Il cantautore, reduce dal terzo posto al Festival di Sanremo con L'albero delle noci, si racconta al vicedirettore di Sky Tg24 Omar Schillaci. “L’albero delle noci non è solo una canzone per mia figlia, ma anche per chi si sente ancora figlio ed è diventato padre". Venerdì 7 marzo alle 21 su Sky Tg24, sabato 8 marzo alle 13:45 su Sky Arte. Sempre disponibile on demand
È Dario Brunori, in arte Brunori Sas, il protagonista della nuova puntata di “Stories”, il ciclo di interviste ai principali interpreti dello spettacolo di Sky TG24. Ospite del vicedirettore della testata Omar Schillaci, con la regia di Francesco Venuto, il cantautore e compositore si racconta in “Brunori Sas – Volevo essere Superman”. In onda venerdì 7 marzo alle 21:00 su Sky TG24, sabato 8 marzo alle 13:45 su Sky Arte e sempre disponibile On Demand.
Reduce dal successo riscosso all’ultimo Sanremo, con un nuovo album e un nuovo tour alle porte, Brunori si presenta cominciando a parlare proprio del pezzo portato al Festival, L’albero delle noci, dichiaratamente dedicato alla sua primogenita Fiammetta e volto a monetizzare le lacrime delle persone: “Il disco in generale è una valle di lacrime, questa canzone in particolar modo, ma questo per il mio volere di lanciare il mio nuovo brand di fazzoletti e di raccogli lacrime” ha ironizzato. Il pezzo, però, allude anche a quella linea sottile che separa, in tutti, noi il diventare genitori dal restare per sempre figli: “In principio la canzone l'ho scritta proprio pensando di omaggiare quest'albero che sta di fronte a casa mia, poi come spesso accade ho scritto il primo verso ed è venuto fuori un fiume.

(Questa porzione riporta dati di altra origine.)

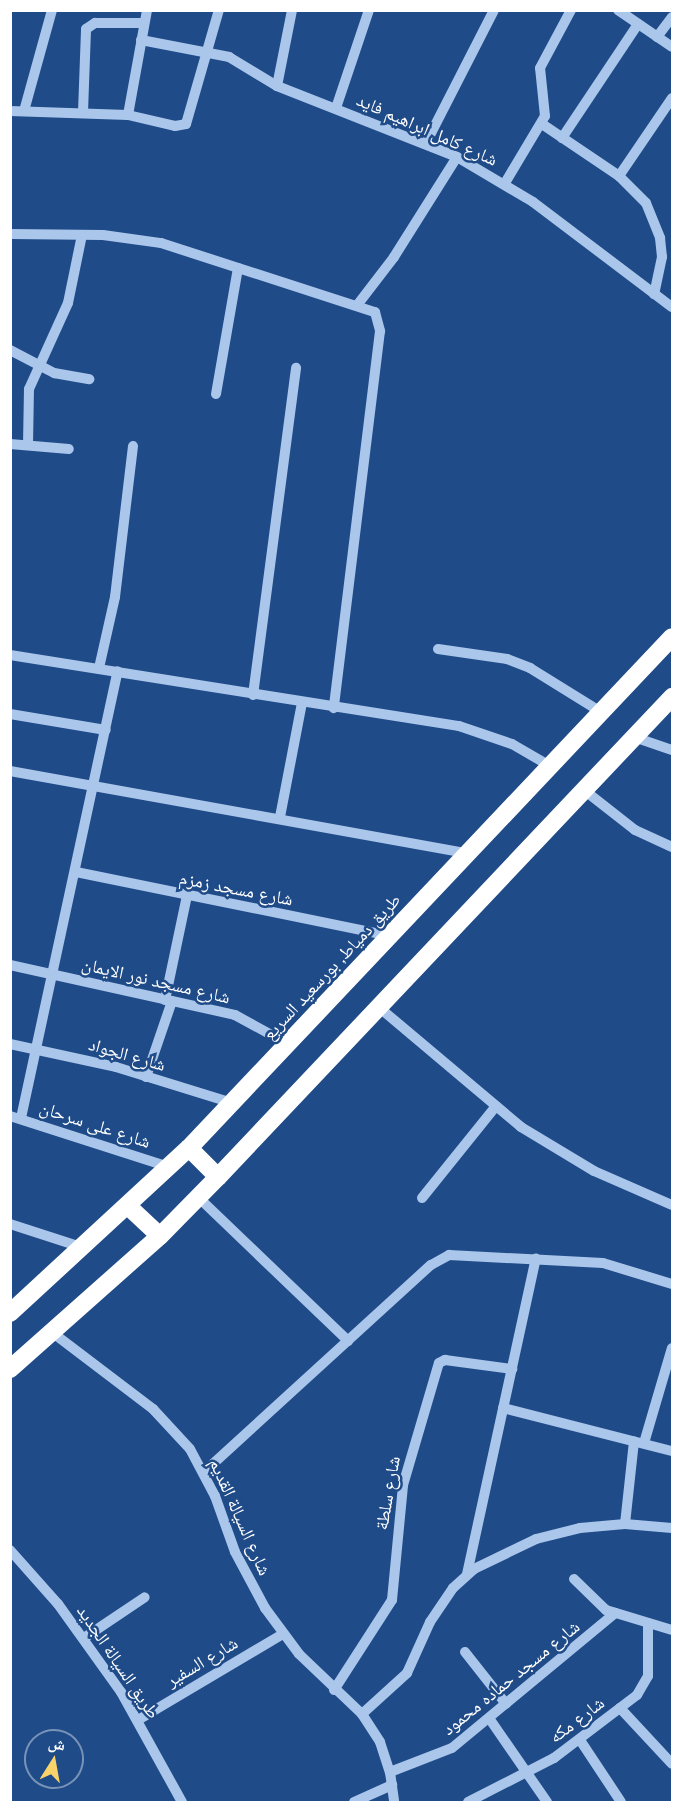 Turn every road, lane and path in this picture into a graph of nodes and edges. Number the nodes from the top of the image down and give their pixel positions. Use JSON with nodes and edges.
{"nodes":[{"id":1,"x":52,"y":10,"type":"edge"},
{"id":2,"x":147,"y":10,"type":"edge"},
{"id":3,"x":219,"y":10,"type":"edge"},
{"id":4,"x":292,"y":10,"type":"edge"},
{"id":5,"x":369,"y":10,"type":"edge"},
{"id":6,"x":494,"y":10,"type":"edge"},
{"id":7,"x":571,"y":10,"type":"edge"},
{"id":8,"x":618,"y":10,"type":"edge"},
{"id":9,"x":672,"y":17,"type":"edge"},
{"id":10,"x":144,"y":23,"type":"junction"},
{"id":11,"x":639,"y":24,"type":"junction"},
{"id":12,"x":657,"y":37,"type":"junction"},
{"id":13,"x":141,"y":40,"type":"junction"},
{"id":14,"x":672,"y":47,"type":"edge"},
{"id":15,"x":208,"y":52,"type":"junction"},
{"id":16,"x":277,"y":86,"type":"junction"},
{"id":17,"x":672,"y":98,"type":"edge"},
{"id":18,"x":336,"y":108,"type":"junction"},
{"id":19,"x":10,"y":111,"type":"edge"},
{"id":20,"x":24,"y":111,"type":"junction"},
{"id":21,"x":83,"y":112,"type":"junction"},
{"id":22,"x":128,"y":115,"type":"junction"},
{"id":23,"x":542,"y":124,"type":"junction"},
{"id":24,"x":562,"y":138,"type":"junction"},
{"id":25,"x":426,"y":143,"type":"junction"},
{"id":26,"x":457,"y":157,"type":"junction"},
{"id":27,"x":619,"y":177,"type":"junction"},
{"id":28,"x":505,"y":183,"type":"junction"},
{"id":29,"x":10,"y":234,"type":"edge"},
{"id":30,"x":82,"y":235,"type":"junction"},
{"id":31,"x":238,"y":268,"type":"junction"},
{"id":32,"x":654,"y":294,"type":"junction"},
{"id":33,"x":358,"y":304,"type":"junction"},
{"id":34,"x":672,"y":308,"type":"edge"},
{"id":35,"x":10,"y":350,"type":"edge"},
{"id":36,"x":37,"y":366,"type":"junction"},
{"id":37,"x":296,"y":368,"type":"dead end"},
{"id":38,"x":89,"y":379,"type":"dead end"},
{"id":39,"x":216,"y":394,"type":"dead end"},
{"id":40,"x":10,"y":444,"type":"edge"},
{"id":41,"x":28,"y":445,"type":"junction"},
{"id":42,"x":133,"y":446,"type":"dead end"},
{"id":43,"x":69,"y":449,"type":"dead end"},
{"id":44,"x":672,"y":637,"type":"edge"},
{"id":45,"x":438,"y":649,"type":"dead end"},
{"id":46,"x":10,"y":655,"type":"edge"},
{"id":47,"x":99,"y":668,"type":"junction"},
{"id":48,"x":118,"y":671,"type":"junction"},
{"id":49,"x":253,"y":695,"type":"junction"},
{"id":50,"x":672,"y":697,"type":"edge"},
{"id":51,"x":302,"y":703,"type":"junction"},
{"id":52,"x":334,"y":708,"type":"junction"},
{"id":53,"x":601,"y":712,"type":"junction"},
{"id":54,"x":10,"y":714,"type":"edge"},
{"id":55,"x":106,"y":730,"type":"junction"},
{"id":56,"x":634,"y":737,"type":"junction"},
{"id":57,"x":672,"y":750,"type":"edge"},
{"id":58,"x":550,"y":766,"type":"junction"},
{"id":59,"x":10,"y":771,"type":"edge"},
{"id":60,"x":95,"y":784,"type":"junction"},
{"id":61,"x":585,"y":790,"type":"junction"},
{"id":62,"x":280,"y":817,"type":"junction"},
{"id":63,"x":672,"y":847,"type":"edge"},
{"id":64,"x":468,"y":853,"type":"junction"},
{"id":65,"x":76,"y":872,"type":"junction"},
{"id":66,"x":187,"y":896,"type":"junction"},
{"id":67,"x":390,"y":936,"type":"junction"},
{"id":68,"x":10,"y":965,"type":"edge"},
{"id":69,"x":53,"y":975,"type":"junction"},
{"id":70,"x":168,"y":1000,"type":"junction"},
{"id":71,"x":381,"y":1009,"type":"junction"},
{"id":72,"x":10,"y":1044,"type":"edge"},
{"id":73,"x":288,"y":1044,"type":"junction"},
{"id":74,"x":36,"y":1049,"type":"junction"},
{"id":75,"x":146,"y":1077,"type":"junction"},
{"id":76,"x":232,"y":1102,"type":"junction"},
{"id":77,"x":496,"y":1106,"type":"junction"},
{"id":78,"x":16,"y":1117,"type":"edge"},
{"id":79,"x":189,"y":1148,"type":"junction"},
{"id":80,"x":169,"y":1167,"type":"junction"},
{"id":81,"x":218,"y":1177,"type":"junction"},
{"id":82,"x":198,"y":1197,"type":"junction"},
{"id":83,"x":422,"y":1198,"type":"dead end"},
{"id":84,"x":672,"y":1204,"type":"edge"},
{"id":85,"x":129,"y":1207,"type":"junction"},
{"id":86,"x":10,"y":1224,"type":"edge"},
{"id":87,"x":160,"y":1236,"type":"junction"},
{"id":88,"x":85,"y":1248,"type":"junction"},
{"id":89,"x":536,"y":1258,"type":"junction"},
{"id":90,"x":672,"y":1284,"type":"edge"},
{"id":91,"x":10,"y":1313,"type":"edge"},
{"id":92,"x":53,"y":1334,"type":"junction"},
{"id":93,"x":348,"y":1341,"type":"junction"},
{"id":94,"x":672,"y":1348,"type":"edge"},
{"id":95,"x":10,"y":1369,"type":"edge"},
{"id":96,"x":512,"y":1369,"type":"junction"},
{"id":97,"x":503,"y":1408,"type":"junction"},
{"id":98,"x":639,"y":1442,"type":"junction"},
{"id":99,"x":672,"y":1451,"type":"edge"},
{"id":100,"x":204,"y":1472,"type":"junction"},
{"id":101,"x":625,"y":1524,"type":"junction"},
{"id":102,"x":672,"y":1528,"type":"edge"},
{"id":103,"x":10,"y":1550,"type":"edge"},
{"id":104,"x":467,"y":1574,"type":"junction"},
{"id":105,"x":574,"y":1579,"type":"dead end"},
{"id":106,"x":145,"y":1597,"type":"dead end"},
{"id":107,"x":615,"y":1613,"type":"junction"},
{"id":108,"x":648,"y":1623,"type":"junction"},
{"id":109,"x":672,"y":1630,"type":"edge"},
{"id":110,"x":283,"y":1634,"type":"junction"},
{"id":111,"x":84,"y":1638,"type":"junction"},
{"id":112,"x":465,"y":1652,"type":"dead end"},
{"id":113,"x":334,"y":1690,"type":"junction"},
{"id":114,"x":506,"y":1704,"type":"junction"},
{"id":115,"x":620,"y":1708,"type":"junction"},
{"id":116,"x":362,"y":1714,"type":"junction"},
{"id":117,"x":489,"y":1718,"type":"junction"},
{"id":118,"x":138,"y":1720,"type":"junction"},
{"id":119,"x":580,"y":1740,"type":"junction"},
{"id":120,"x":672,"y":1764,"type":"edge"},
{"id":121,"x":390,"y":1772,"type":"junction"},
{"id":122,"x":528,"y":1774,"type":"junction"},
{"id":123,"x":392,"y":1785,"type":"junction"},
{"id":124,"x":182,"y":1803,"type":"edge"},
{"id":125,"x":354,"y":1803,"type":"edge"},
{"id":126,"x":394,"y":1803,"type":"edge"},
{"id":127,"x":468,"y":1803,"type":"edge"},
{"id":128,"x":547,"y":1803,"type":"edge"},
{"id":129,"x":621,"y":1803,"type":"edge"}],
"edges":[{"from":1,"to":20,"type":"street"},
{"from":2,"to":10,"type":"street"},
{"from":3,"to":15,"type":"street"},
{"from":4,"to":16,"type":"street"},
{"from":5,"to":18,"type":"street"},
{"from":6,"to":25,"type":"street"},
{"from":7,"to":23,"type":"street"},
{"from":8,"to":11,"type":"street"},
{"from":9,"to":12,"type":"street"},
{"from":10,"to":13,"type":"street"},
{"from":10,"to":21,"type":"street"},
{"from":11,"to":12,"type":"street"},
{"from":11,"to":24,"type":"street"},
{"from":12,"to":14,"type":"street"},
{"from":13,"to":15,"type":"street","name":"شارع كامل ابراهيم فايد"},
{"from":13,"to":22,"type":"street"},
{"from":15,"to":16,"type":"street","name":"شارع كامل ابراهيم فايد"},
{"from":15,"to":22,"type":"street"},
{"from":16,"to":18,"type":"street","name":"شارع كامل ابراهيم فايد"},
{"from":17,"to":27,"type":"street"},
{"from":18,"to":25,"type":"street","name":"شارع كامل ابراهيم فايد"},
{"from":19,"to":20,"type":"street"},
{"from":20,"to":21,"type":"street"},
{"from":21,"to":22,"type":"street"},
{"from":23,"to":24,"type":"street"},
{"from":23,"to":28,"type":"street"},
{"from":24,"to":27,"type":"street"},
{"from":25,"to":26,"type":"street","name":"شارع كامل ابراهيم فايد"},
{"from":26,"to":28,"type":"street","name":"شارع كامل ابراهيم فايد"},
{"from":26,"to":33,"type":"street"},
{"from":27,"to":32,"type":"street"},
{"from":28,"to":32,"type":"street","name":"شارع كامل ابراهيم فايد"},
{"from":29,"to":30,"type":"street"},
{"from":30,"to":31,"type":"street"},
{"from":30,"to":36,"type":"street"},
{"from":31,"to":33,"type":"street"},
{"from":31,"to":39,"type":"street"},
{"from":32,"to":34,"type":"street","name":"شارع كامل ابراهيم فايد"},
{"from":33,"to":52,"type":"street"},
{"from":35,"to":36,"type":"street"},
{"from":36,"to":38,"type":"street"},
{"from":36,"to":41,"type":"street"},
{"from":37,"to":49,"type":"street"},
{"from":40,"to":41,"type":"street"},
{"from":41,"to":43,"type":"street"},
{"from":42,"to":47,"type":"street"},
{"from":44,"to":53,"type":"highway","name":"طريق دمياط, بورسعيد السريع"},
{"from":45,"to":53,"type":"street"},
{"from":46,"to":47,"type":"street"},
{"from":47,"to":48,"type":"street"},
{"from":48,"to":49,"type":"street"},
{"from":48,"to":55,"type":"street"},
{"from":49,"to":51,"type":"street"},
{"from":50,"to":56,"type":"highway"},
{"from":51,"to":52,"type":"street"},
{"from":51,"to":62,"type":"street"},
{"from":52,"to":58,"type":"street"},
{"from":53,"to":58,"type":"highway","name":"طريق دمياط, بورسعيد السريع"},
{"from":54,"to":55,"type":"street"},
{"from":55,"to":60,"type":"street"},
{"from":56,"to":57,"type":"street"},
{"from":56,"to":61,"type":"highway"},
{"from":58,"to":64,"type":"highway","name":"طريق دمياط, بورسعيد السريع"},
{"from":59,"to":60,"type":"street"},
{"from":60,"to":62,"type":"street"},
{"from":60,"to":65,"type":"street"},
{"from":61,"to":63,"type":"street"},
{"from":61,"to":71,"type":"highway"},
{"from":62,"to":64,"type":"street"},
{"from":64,"to":67,"type":"highway","name":"طريق دمياط, بورسعيد السريع"},
{"from":65,"to":66,"type":"street","name":"شارع مسجد زمزم"},
{"from":65,"to":69,"type":"street"},
{"from":66,"to":67,"type":"street","name":"شارع مسجد زمزم"},
{"from":66,"to":70,"type":"street"},
{"from":67,"to":73,"type":"highway","name":"طريق دمياط, بورسعيد السريع"},
{"from":68,"to":69,"type":"street","name":"شارع مسجد نور الايمان"},
{"from":69,"to":70,"type":"street","name":"شارع مسجد نور الايمان"},
{"from":69,"to":74,"type":"street"},
{"from":70,"to":73,"type":"street","name":"شارع مسجد نور الايمان"},
{"from":70,"to":75,"type":"street"},
{"from":71,"to":77,"type":"street"},
{"from":71,"to":81,"type":"highway"},
{"from":72,"to":74,"type":"street","name":"شارع الجواد"},
{"from":73,"to":76,"type":"highway","name":"طريق دمياط, بورسعيد السريع"},
{"from":74,"to":75,"type":"street","name":"شارع الجواد"},
{"from":74,"to":78,"type":"street"},
{"from":75,"to":76,"type":"street","name":"شارع الجواد"},
{"from":76,"to":79,"type":"highway","name":"طريق دمياط, بورسعيد السريع"},
{"from":77,"to":83,"type":"street"},
{"from":77,"to":84,"type":"street"},
{"from":78,"to":80,"type":"street","name":"شارع على سرحان"},
{"from":79,"to":80,"type":"highway","name":"طريق دمياط, بورسعيد السريع"},
{"from":79,"to":81,"type":"highway"},
{"from":80,"to":85,"type":"highway","name":"طريق دمياط, بورسعيد السريع"},
{"from":81,"to":82,"type":"highway"},
{"from":82,"to":87,"type":"highway"},
{"from":82,"to":93,"type":"street"},
{"from":85,"to":87,"type":"highway"},
{"from":85,"to":88,"type":"highway","name":"طريق دمياط, بورسعيد السريع"},
{"from":86,"to":88,"type":"street"},
{"from":87,"to":92,"type":"highway"},
{"from":88,"to":91,"type":"highway","name":"طريق دمياط, بورسعيد السريع"},
{"from":89,"to":90,"type":"street"},
{"from":89,"to":93,"type":"street"},
{"from":89,"to":96,"type":"street"},
{"from":92,"to":95,"type":"highway"},
{"from":92,"to":100,"type":"street","name":"شارع السيالة القديم"},
{"from":93,"to":100,"type":"street"},
{"from":94,"to":98,"type":"street"},
{"from":96,"to":97,"type":"street"},
{"from":96,"to":113,"type":"street","name":"شارع سلطة"},
{"from":97,"to":98,"type":"street"},
{"from":97,"to":104,"type":"street"},
{"from":98,"to":99,"type":"street"},
{"from":98,"to":101,"type":"street"},
{"from":100,"to":110,"type":"street","name":"شارع السيالة القديم"},
{"from":101,"to":102,"type":"street"},
{"from":101,"to":104,"type":"street"},
{"from":103,"to":111,"type":"street","name":"طريق السيالة الجديد"},
{"from":104,"to":116,"type":"street"},
{"from":105,"to":107,"type":"street"},
{"from":106,"to":111,"type":"street"},
{"from":107,"to":108,"type":"street"},
{"from":107,"to":114,"type":"street","name":"شارع مسجد حماده محمود"},
{"from":108,"to":109,"type":"street"},
{"from":108,"to":115,"type":"street","name":"شارع مكه"},
{"from":110,"to":113,"type":"street","name":"شارع السيالة القديم"},
{"from":110,"to":118,"type":"street","name":"شارع السفير"},
{"from":111,"to":118,"type":"street","name":"طريق السيالة الجديد"},
{"from":112,"to":114,"type":"street"},
{"from":113,"to":116,"type":"street","name":"شارع السيالة القديم"},
{"from":114,"to":117,"type":"street","name":"شارع مسجد حماده محمود"},
{"from":115,"to":119,"type":"street","name":"شارع مكه"},
{"from":115,"to":120,"type":"street"},
{"from":116,"to":121,"type":"street","name":"شارع السيالة القديم"},
{"from":117,"to":121,"type":"street","name":"شارع مسجد حماده محمود"},
{"from":117,"to":122,"type":"street"},
{"from":118,"to":124,"type":"street","name":"طريق السيالة الجديد"},
{"from":119,"to":122,"type":"street","name":"شارع مكه"},
{"from":119,"to":129,"type":"street"},
{"from":121,"to":123,"type":"street","name":"شارع السيالة القديم"},
{"from":122,"to":127,"type":"street","name":"شارع مكه"},
{"from":122,"to":128,"type":"street"},
{"from":123,"to":125,"type":"street"},
{"from":123,"to":126,"type":"street","name":"شارع السيالة القديم"}]}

Da una parte volevo fare la canzone per la figlia, come penso tutti i papà che cantano, però volevo anche chiaramente che non fosse così palese, quindi volevo prendere questa nascita come pretesto per parlare in generale delle rinascite, non solo delle luci, ma anche in qualche modo delle ombre e dell'inquietudine che c'è sempre, appunto, quando ancora non ti senti pronto o quando ancora ti senti figlio ma devi essere padre”. Quanto al motivo che lo ha spinto a partecipare a Sanremo, Brunori ha dichiarato: “C'ero stato come ospite degli Zen Circus nel 2019 e mi era sembrato un delirio, poi come sempre mi contraddico. Altra motivazione è l’aver lavorato con Sinigallia ad un disco per così tanto tempo con così tanta cura, al punto che temevamo che un mondo moderno, contemporaneo, in qualche modo prendesse quest'opera così e in 3-4 giorni la cosa si sarebbe esaurita. Quindi ci siamo detti di dover andare a Sanremo almeno per dare risalto a questo disco”. E poi ancora, nella lunga intervista, i ricordi, i successi, i dolori, la poesia e tanta, tanta ironia.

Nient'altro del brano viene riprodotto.